TASK ITEM | Show each line of the data below that has the string "VINCENZO" in it.

Stored entries
★ ★ ★ ★
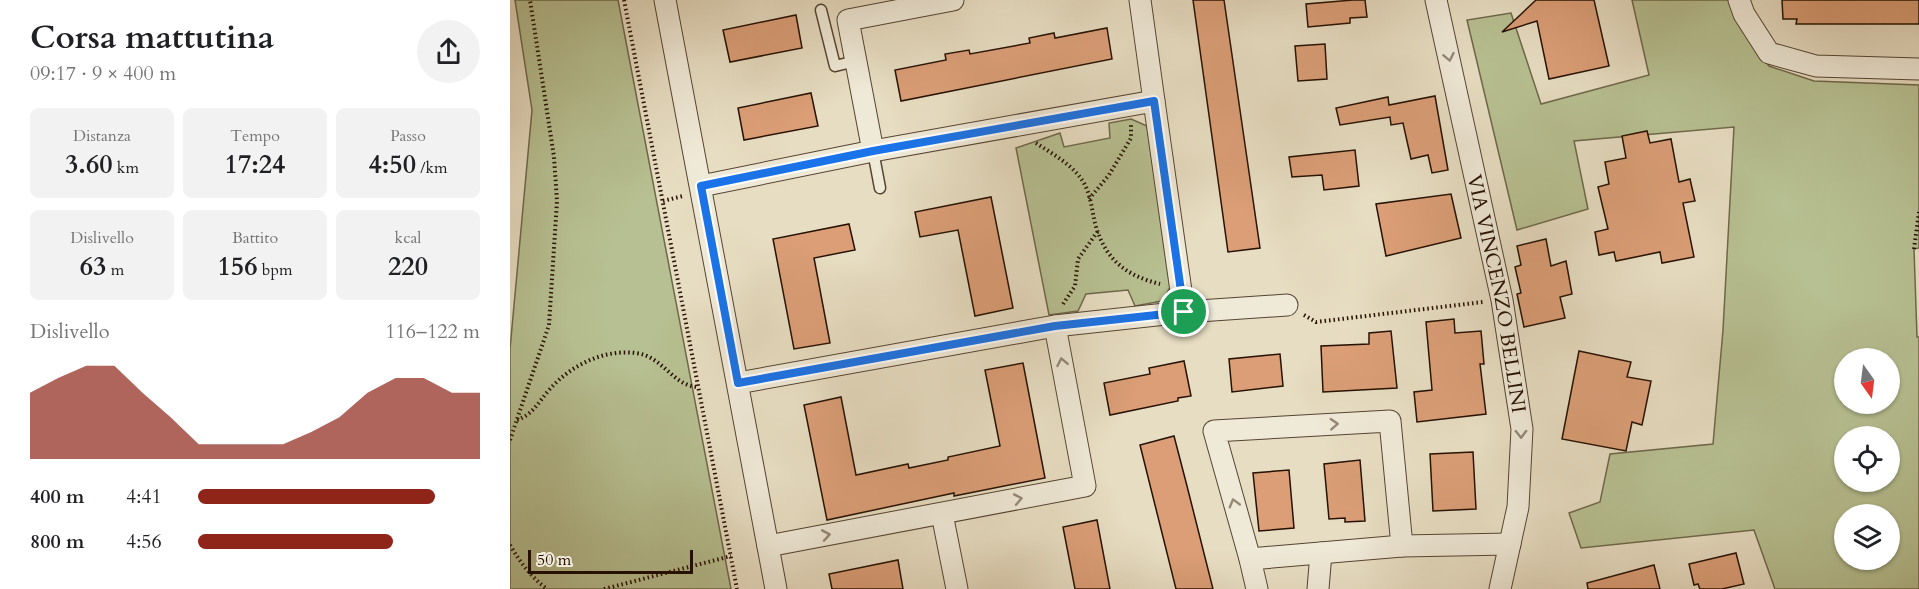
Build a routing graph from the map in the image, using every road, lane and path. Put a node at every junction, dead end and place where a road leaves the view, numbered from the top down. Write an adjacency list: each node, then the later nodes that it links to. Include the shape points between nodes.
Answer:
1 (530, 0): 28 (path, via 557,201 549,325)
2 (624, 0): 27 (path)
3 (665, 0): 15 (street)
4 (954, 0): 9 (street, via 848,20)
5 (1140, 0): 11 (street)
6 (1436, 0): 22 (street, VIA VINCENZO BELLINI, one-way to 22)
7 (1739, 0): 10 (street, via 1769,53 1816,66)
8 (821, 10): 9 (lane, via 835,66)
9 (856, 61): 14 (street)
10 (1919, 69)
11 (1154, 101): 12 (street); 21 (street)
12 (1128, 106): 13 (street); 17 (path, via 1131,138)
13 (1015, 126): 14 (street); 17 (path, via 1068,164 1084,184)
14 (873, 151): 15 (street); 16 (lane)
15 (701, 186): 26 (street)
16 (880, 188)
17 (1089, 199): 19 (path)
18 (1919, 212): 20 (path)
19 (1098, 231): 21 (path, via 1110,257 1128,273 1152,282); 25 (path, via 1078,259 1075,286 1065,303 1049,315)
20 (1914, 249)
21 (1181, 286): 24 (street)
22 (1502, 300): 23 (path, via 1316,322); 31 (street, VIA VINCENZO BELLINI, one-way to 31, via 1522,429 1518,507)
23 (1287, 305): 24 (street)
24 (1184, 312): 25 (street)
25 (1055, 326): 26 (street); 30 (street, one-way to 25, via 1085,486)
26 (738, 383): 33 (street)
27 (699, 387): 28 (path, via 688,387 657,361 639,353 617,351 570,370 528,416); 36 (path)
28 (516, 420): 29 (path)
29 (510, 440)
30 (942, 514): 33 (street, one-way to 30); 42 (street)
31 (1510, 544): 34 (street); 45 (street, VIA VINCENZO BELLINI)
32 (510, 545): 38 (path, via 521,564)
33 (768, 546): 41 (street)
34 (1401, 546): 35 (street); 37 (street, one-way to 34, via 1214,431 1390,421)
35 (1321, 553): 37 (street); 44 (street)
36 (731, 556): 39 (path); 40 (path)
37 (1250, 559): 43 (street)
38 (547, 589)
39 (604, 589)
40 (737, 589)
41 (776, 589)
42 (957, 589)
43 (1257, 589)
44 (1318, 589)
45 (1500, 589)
★ ★ ★ ★
RESULT OF THIS TASK |
6 (1436, 0): 22 (street, VIA VINCENZO BELLINI, one-way to 22)
22 (1502, 300): 23 (path, via 1316,322); 31 (street, VIA VINCENZO BELLINI, one-way to 31, via 1522,429 1518,507)
31 (1510, 544): 34 (street); 45 (street, VIA VINCENZO BELLINI)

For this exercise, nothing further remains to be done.